Diabetes and its common comorbidities, such as hypertension and hypercholesterolemia, are well known to health care professionals. Screening and treatment protocols are in place, and the role diabetes plays in these diseases, while not fully understood, is acknowledged. However, a number of other diseases often coexist with diabetes and profoundly affect glycemic control, but they have no established protocols. In many cases, the literature addressing diabetes mangement in the presence of other disease states is sparse. Health care professionals must piece together a management plan,guided by an amalgam of suggestions for the treatment of the resulting hyperglycemia, coupled with past clinical experiences.
This Diabetes Spectrum From Research to Practice section focuses on four disease states that influence glycemia and, in doing so, create dilemmas in diabetes management. Each of the articles included addresses a single disease entity and its impact on glycemic control, examines the possible causes for the metabolic alterations, and provides suggestions for clinical management.
Thyroid disease and diabetes share a bond through autoimmunity, as seen in the increased prevalence of hyperthyroidism in patients with type 1 diabetes. Hypothyroidism is also more common in patients with type 2 diabetes than in the general population. When these endocrine diseases coexist, glucose control can deteriorate. The article by Jennal L. Johnson, MS, RNC, FNP, BC-ADM, CDE,(p. 148) thoroughly reviews the normal anatomy and physiology of the thyroid and how alterations in its function affect diabetes management. She provides key concepts as well as important management strategies for maintaining glucose control during treatment for thyroid disease.
The article by Sherry Smith Ossman, APRN, BC, CDE, on renal disease in diabetes (p. 153)examines the problem of glucose management as kidney function declines and dialysis begins.
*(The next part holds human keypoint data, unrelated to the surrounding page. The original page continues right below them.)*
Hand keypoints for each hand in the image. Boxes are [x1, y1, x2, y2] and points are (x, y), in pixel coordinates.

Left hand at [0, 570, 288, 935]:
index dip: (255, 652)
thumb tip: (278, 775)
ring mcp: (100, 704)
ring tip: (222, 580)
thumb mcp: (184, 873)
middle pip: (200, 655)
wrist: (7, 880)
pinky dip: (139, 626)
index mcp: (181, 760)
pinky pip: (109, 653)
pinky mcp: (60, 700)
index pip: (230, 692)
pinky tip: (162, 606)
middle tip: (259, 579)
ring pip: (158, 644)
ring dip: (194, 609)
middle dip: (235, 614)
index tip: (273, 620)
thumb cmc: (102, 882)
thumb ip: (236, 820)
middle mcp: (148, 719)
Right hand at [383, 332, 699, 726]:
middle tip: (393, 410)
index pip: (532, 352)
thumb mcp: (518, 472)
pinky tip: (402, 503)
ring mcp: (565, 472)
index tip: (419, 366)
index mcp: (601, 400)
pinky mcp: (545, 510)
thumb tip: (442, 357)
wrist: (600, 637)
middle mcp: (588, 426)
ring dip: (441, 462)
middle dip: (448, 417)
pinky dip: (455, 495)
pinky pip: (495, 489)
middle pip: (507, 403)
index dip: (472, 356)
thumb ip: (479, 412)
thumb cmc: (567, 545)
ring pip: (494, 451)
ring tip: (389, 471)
Although the alterations in glucose and insulin metabolism occur for physiological reasons that are generally understood, the resulting swings in blood glucose present an ongoing challenge to clinicians and patients alike.
Diabetes and cancer are seldom linked in the medical literature. However,standard treatment protocols for various forms of cancer include the use of steroids to reduce edema and to lessen the side effects of chemotherapy. Steroid therapy can cause profound hyperglycemia. Symptoms related to the cancer, either from the disease itself or from its treatment, can have a great effect on patients' ability to eat, exercise, and perform self-care, all of which have a significant impact on diabetes management. In her article on cancer and diabetes (p. 157), Helen M. Psarakis, RN, APRN, takes a close look at these problems and presents a framework for developing a program of care.
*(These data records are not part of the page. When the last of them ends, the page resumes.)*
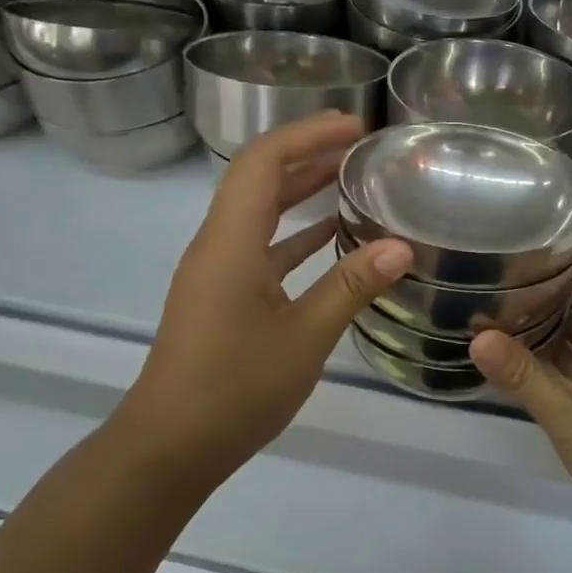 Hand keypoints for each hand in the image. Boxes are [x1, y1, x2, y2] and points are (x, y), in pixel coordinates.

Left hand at [115, 112, 411, 488]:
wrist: (171, 445)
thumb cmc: (235, 388)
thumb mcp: (305, 337)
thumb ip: (351, 287)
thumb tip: (400, 247)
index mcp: (230, 242)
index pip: (262, 162)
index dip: (306, 135)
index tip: (353, 126)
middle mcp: (218, 245)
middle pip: (258, 178)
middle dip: (306, 153)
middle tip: (358, 143)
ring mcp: (217, 272)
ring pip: (259, 213)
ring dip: (300, 190)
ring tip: (350, 178)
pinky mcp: (222, 296)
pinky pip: (261, 247)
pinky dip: (295, 234)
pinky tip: (330, 237)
Early treatments for HIV and its comorbidities such as pneumocystitis showed disruption in glucose metabolism. Scientists have tried to determine whether the mechanisms seen in the virus itself predispose patients to diabetes or whether hyperglycemia is related to the pharmacological treatment or its benefits, such as weight gain. The article I contributed on HIV and diabetes (p. 163)explores the relationship between the use of antiretroviral therapy and hyperglycemia and proposes screening measures for determining which patients may be at greatest risk for developing diabetes and which should be rescreened after the initiation of therapy.
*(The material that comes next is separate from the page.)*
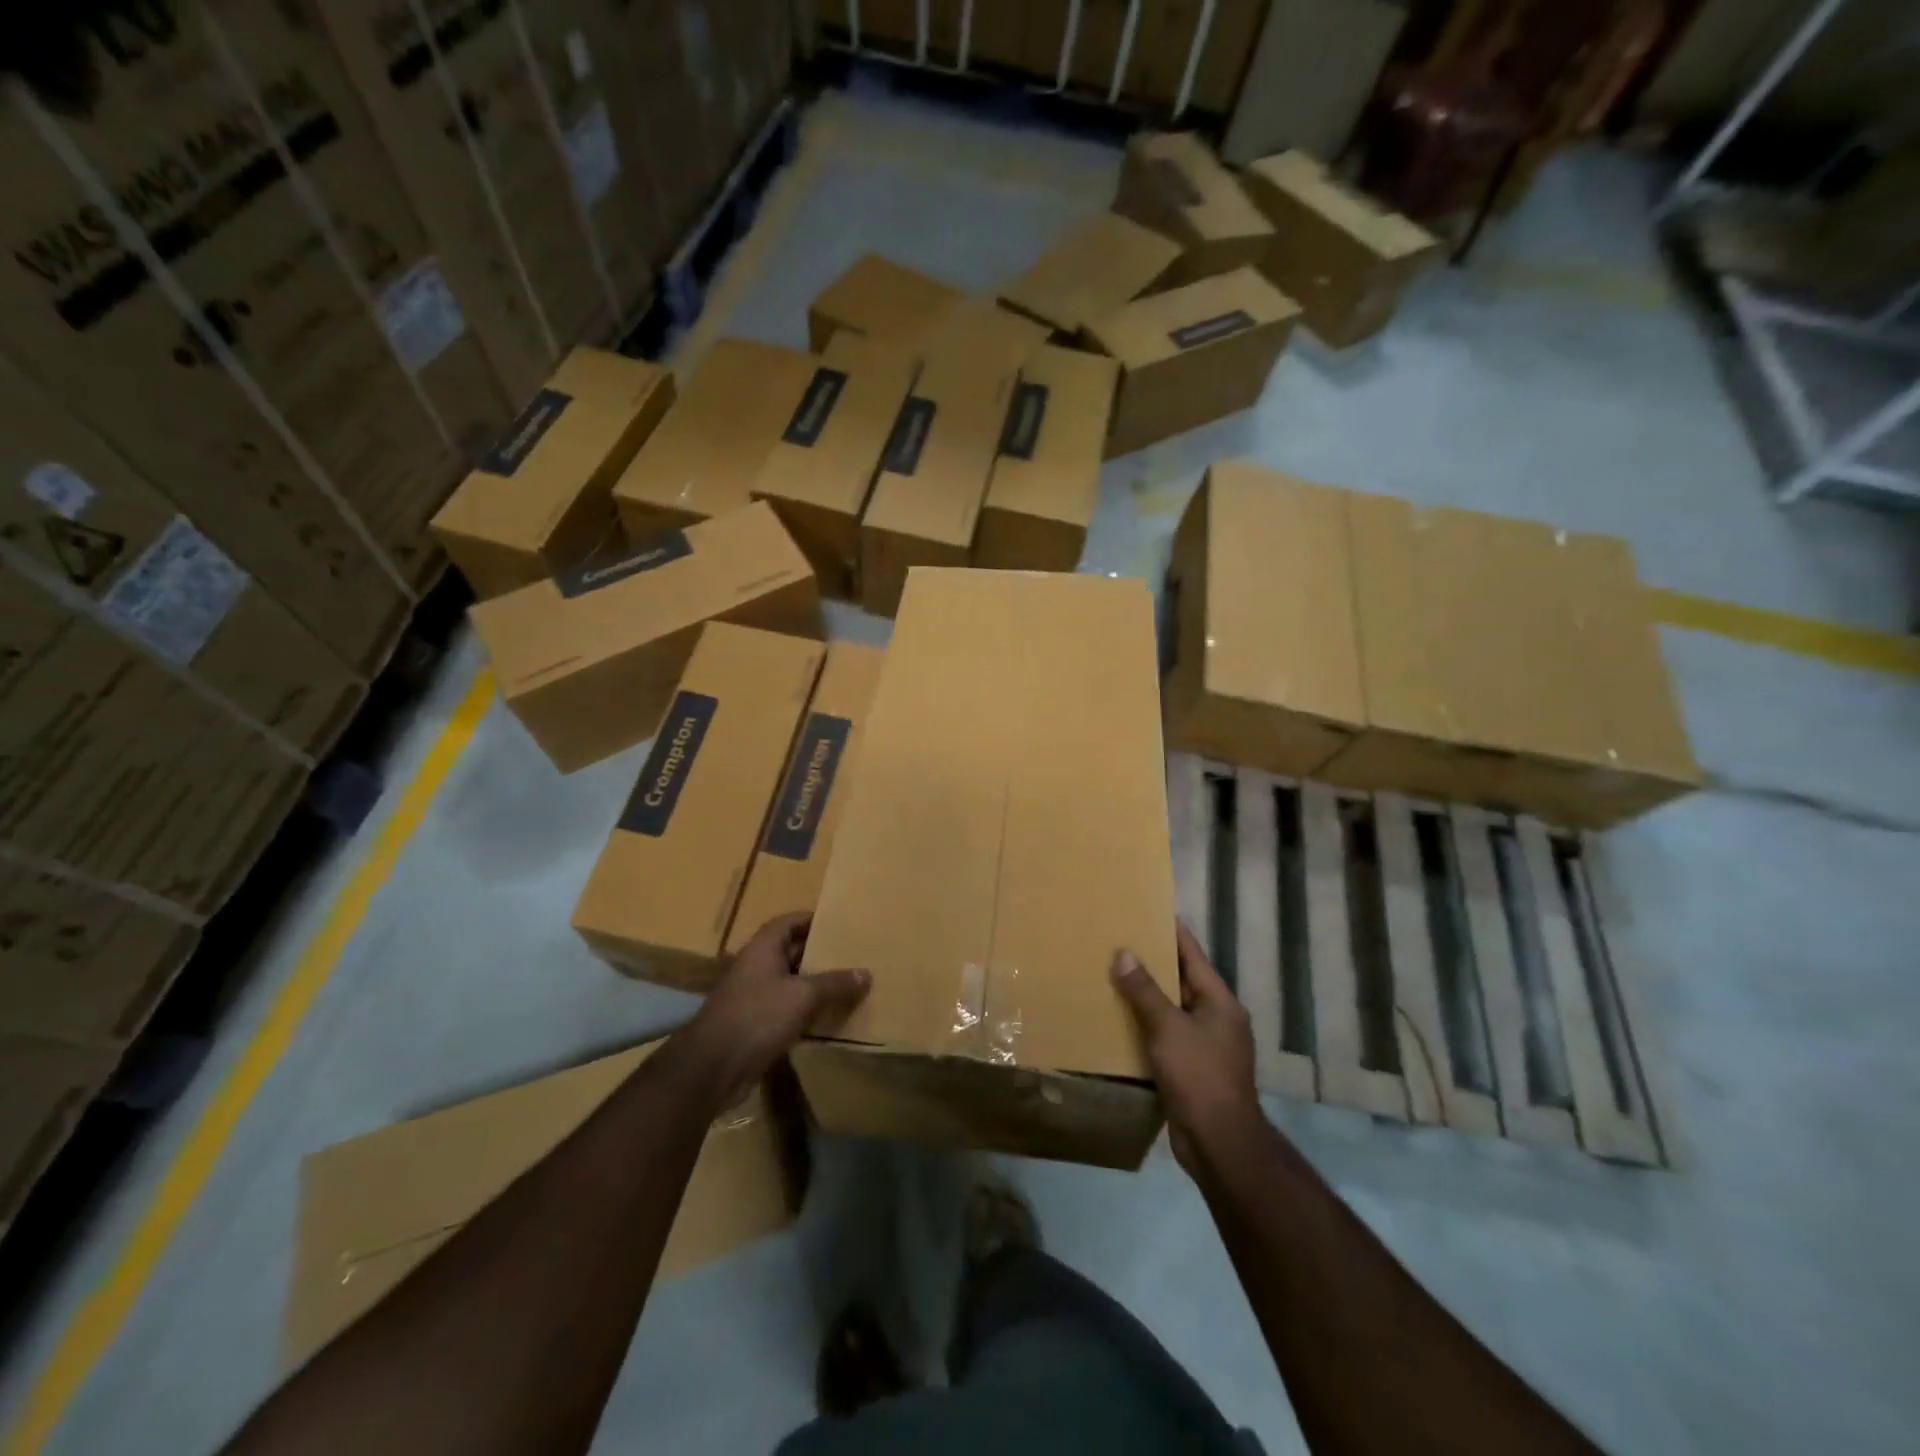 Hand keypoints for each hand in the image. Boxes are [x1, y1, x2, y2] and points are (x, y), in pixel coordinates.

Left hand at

As guest editor of this research section, I take my hat off to each of the contributing authors for doing a superb job. Each article is presented in a way that will best help practicing health care professionals who treat patients with diabetes who also must cope with secondary illness. Because so little is written about the interactions between diabetes and other confounding diseases, culling the literature for the state of the science in each of these topics was a challenge. I believe the results will provide an important reference in the delivery of care to patients with diabetes.